DORA: First Agentic Benchmark for End-to-End Disaster Response
A new benchmark called DORA (Disaster Operational Response Agent benchmark) has been launched by researchers, marking the first of its kind for comprehensive disaster response. It features 515 tasks crafted by experts, covering 45 actual disaster scenarios across 10 categories, and includes 3,500 tool-call steps verified by professionals. The tasks address five key aspects of disaster response operations: understanding disasters, analyzing spatial relationships, planning rescues and evacuations, reasoning about time-related changes, and synthesizing multi-modal reports. DORA fills a void left by previous studies that focused on remote-sensing perception or generic tool applications, neglecting complete workflows. It challenges agents to synthesize signals from multiple sensors, analyze road networks, manage populations, plan evacuations, and generate practical reports.
Key facts
- DORA is the first agentic benchmark for end-to-end disaster response.

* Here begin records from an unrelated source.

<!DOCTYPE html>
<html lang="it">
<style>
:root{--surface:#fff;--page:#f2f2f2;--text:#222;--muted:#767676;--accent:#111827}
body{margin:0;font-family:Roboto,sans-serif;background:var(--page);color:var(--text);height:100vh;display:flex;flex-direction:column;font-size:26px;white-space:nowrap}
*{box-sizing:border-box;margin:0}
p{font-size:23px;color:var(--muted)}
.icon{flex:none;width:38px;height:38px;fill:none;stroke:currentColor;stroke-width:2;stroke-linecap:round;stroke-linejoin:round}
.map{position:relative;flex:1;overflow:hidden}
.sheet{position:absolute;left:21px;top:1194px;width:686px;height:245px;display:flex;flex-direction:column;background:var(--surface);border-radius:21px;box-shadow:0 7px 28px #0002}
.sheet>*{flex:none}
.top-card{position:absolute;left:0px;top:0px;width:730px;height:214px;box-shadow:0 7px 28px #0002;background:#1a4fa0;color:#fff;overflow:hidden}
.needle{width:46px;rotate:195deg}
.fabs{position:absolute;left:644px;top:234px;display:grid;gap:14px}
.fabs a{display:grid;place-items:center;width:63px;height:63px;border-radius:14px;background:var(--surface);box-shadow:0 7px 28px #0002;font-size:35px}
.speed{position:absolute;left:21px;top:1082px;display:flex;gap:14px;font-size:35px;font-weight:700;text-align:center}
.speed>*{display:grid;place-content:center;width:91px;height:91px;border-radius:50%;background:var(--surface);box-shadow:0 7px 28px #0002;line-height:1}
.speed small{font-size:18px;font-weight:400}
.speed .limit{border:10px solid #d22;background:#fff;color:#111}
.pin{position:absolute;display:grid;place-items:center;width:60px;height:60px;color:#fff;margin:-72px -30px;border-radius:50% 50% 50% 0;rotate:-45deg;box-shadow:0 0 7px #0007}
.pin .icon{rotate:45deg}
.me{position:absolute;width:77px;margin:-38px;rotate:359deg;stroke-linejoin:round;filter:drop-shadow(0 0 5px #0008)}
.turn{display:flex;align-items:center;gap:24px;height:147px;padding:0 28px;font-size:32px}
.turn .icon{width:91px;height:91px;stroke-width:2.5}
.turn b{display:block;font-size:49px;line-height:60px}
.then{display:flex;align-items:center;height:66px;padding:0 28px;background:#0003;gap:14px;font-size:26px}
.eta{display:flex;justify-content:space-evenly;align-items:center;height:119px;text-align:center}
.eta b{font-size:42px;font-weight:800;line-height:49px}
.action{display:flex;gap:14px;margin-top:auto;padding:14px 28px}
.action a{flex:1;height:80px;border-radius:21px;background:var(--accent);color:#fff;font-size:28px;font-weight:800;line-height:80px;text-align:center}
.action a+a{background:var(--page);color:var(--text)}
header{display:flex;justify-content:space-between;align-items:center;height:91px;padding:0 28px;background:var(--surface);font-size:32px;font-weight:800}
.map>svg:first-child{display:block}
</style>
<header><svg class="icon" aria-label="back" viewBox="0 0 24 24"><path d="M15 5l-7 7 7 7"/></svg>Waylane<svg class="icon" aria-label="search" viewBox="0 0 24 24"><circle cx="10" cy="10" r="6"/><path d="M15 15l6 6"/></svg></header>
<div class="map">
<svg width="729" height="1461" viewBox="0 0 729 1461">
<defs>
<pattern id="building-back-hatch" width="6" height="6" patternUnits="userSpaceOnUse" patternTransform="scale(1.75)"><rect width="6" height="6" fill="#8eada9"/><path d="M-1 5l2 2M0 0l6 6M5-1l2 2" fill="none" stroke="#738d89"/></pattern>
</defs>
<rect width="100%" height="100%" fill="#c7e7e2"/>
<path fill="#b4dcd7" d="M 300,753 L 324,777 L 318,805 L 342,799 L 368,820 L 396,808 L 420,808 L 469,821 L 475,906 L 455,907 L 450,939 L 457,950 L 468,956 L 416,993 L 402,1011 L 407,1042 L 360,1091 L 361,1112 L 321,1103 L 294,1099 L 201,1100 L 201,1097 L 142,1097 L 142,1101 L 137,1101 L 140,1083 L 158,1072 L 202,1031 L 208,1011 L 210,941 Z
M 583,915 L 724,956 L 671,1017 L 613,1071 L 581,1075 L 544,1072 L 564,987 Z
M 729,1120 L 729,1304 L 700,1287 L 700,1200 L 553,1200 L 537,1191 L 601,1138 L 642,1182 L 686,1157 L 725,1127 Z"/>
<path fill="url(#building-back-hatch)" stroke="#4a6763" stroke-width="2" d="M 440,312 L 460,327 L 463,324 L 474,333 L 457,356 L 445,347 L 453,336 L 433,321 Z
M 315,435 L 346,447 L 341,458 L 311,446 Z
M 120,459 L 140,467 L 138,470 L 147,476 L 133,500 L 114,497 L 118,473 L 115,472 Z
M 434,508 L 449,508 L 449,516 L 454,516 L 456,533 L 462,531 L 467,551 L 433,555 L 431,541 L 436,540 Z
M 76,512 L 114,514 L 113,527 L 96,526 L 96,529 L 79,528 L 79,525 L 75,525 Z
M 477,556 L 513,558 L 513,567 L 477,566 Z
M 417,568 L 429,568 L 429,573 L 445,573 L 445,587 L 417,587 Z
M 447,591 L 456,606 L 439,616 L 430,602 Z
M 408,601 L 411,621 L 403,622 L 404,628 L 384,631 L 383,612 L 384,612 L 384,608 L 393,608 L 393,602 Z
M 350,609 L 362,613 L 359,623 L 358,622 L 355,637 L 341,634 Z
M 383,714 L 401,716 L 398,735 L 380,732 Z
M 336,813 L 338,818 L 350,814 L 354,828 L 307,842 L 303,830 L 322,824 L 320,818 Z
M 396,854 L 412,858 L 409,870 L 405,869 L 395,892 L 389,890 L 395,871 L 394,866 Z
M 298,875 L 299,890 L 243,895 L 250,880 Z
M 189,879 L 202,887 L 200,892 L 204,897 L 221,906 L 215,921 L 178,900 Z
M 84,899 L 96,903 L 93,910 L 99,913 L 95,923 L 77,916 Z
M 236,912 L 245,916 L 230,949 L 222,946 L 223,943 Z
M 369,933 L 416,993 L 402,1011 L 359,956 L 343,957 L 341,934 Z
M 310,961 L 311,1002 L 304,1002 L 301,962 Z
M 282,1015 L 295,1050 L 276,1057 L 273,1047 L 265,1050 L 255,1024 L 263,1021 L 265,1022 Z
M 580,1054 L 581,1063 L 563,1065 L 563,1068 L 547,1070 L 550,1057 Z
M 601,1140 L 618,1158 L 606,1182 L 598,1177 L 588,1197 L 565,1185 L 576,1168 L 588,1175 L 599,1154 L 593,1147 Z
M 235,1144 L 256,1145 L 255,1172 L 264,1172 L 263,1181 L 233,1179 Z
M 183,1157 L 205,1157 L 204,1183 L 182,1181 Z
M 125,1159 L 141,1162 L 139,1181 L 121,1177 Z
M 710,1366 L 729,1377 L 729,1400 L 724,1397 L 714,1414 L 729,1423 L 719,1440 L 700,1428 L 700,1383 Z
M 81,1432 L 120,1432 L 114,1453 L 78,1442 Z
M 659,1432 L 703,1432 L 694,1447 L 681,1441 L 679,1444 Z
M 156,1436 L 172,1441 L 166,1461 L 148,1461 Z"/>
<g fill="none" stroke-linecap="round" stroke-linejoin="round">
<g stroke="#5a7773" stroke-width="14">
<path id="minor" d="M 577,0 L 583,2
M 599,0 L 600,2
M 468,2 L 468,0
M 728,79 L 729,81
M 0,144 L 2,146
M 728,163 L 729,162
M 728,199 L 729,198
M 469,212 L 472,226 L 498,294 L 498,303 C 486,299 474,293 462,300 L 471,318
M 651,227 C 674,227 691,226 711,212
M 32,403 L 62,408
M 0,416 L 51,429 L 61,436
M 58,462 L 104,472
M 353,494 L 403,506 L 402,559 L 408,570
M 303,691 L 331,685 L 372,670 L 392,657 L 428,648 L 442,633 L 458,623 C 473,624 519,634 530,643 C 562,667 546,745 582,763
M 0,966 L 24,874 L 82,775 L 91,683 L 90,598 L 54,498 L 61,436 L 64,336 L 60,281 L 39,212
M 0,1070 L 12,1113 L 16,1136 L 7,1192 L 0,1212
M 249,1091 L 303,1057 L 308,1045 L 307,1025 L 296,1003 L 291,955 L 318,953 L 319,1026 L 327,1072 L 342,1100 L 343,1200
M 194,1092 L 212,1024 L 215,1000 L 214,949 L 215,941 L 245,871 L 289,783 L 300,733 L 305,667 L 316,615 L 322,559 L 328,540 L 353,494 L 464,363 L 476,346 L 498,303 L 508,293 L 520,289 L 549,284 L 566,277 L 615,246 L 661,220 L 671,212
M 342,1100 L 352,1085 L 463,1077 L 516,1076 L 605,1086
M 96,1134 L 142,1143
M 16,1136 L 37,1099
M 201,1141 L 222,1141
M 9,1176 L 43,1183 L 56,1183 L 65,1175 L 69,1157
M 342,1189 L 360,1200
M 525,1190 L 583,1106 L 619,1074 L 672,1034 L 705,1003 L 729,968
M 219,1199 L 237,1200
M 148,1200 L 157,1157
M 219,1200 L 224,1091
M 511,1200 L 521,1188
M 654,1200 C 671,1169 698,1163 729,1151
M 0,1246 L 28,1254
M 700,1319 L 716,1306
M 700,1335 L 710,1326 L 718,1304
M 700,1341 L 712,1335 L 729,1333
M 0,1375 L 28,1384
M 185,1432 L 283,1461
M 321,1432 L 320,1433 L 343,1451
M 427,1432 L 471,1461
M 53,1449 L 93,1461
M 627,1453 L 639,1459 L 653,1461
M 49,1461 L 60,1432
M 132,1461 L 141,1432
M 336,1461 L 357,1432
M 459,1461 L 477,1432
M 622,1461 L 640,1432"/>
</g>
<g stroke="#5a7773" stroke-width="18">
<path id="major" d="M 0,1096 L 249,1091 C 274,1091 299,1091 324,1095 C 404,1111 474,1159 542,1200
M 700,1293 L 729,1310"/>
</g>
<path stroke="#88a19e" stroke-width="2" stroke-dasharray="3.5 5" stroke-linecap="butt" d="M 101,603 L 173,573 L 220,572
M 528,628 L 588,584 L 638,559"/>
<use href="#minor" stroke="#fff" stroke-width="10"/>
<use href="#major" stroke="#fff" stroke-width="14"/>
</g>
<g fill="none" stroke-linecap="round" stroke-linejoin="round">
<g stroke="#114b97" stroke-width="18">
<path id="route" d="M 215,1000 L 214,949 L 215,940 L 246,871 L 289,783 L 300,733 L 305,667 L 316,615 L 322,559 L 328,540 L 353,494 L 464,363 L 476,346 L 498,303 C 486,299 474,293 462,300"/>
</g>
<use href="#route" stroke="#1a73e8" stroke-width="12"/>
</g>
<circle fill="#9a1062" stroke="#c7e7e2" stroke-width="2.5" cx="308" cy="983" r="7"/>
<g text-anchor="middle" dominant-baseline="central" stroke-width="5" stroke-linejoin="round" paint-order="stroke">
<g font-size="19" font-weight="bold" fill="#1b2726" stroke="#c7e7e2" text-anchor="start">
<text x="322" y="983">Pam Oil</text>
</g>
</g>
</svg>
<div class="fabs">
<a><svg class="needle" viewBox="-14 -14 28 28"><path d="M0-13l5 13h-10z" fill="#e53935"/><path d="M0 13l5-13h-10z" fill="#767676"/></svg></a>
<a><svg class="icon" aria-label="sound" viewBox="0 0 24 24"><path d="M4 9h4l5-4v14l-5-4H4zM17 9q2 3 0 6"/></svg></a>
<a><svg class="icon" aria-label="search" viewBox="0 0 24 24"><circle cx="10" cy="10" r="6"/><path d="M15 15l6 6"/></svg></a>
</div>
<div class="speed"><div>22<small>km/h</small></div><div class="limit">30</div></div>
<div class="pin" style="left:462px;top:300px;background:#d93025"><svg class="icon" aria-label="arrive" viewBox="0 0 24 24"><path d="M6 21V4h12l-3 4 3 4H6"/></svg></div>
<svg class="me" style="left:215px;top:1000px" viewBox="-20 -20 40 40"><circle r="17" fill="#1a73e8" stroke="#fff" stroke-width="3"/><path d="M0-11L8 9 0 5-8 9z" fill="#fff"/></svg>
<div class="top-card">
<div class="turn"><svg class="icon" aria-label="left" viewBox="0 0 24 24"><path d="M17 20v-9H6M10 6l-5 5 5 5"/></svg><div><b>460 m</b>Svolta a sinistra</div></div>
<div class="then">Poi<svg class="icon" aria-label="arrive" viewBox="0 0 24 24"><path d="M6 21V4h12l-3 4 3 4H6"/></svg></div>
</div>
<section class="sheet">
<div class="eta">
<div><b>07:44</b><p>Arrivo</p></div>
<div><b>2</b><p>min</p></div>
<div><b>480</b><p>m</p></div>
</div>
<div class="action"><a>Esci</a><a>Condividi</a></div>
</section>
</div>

- It includes 515 expert-authored tasks.
- Tasks cover 45 real-world disaster events across 10 types.
- The benchmark provides 3,500 expert-verified, replayable tool-call steps.
- Tasks span five dimensions: disaster perception, spatial relational analysis, rescue and evacuation planning, temporal evolution reasoning, and multi-modal report synthesis.
- Prior work isolated remote-sensing perception or evaluated generic tool use.
- DORA requires integration of multi-sensor signals and reasoning over road networks, populations, and key facilities.
- The benchmark aims to evaluate end-to-end workflows in emergency operations.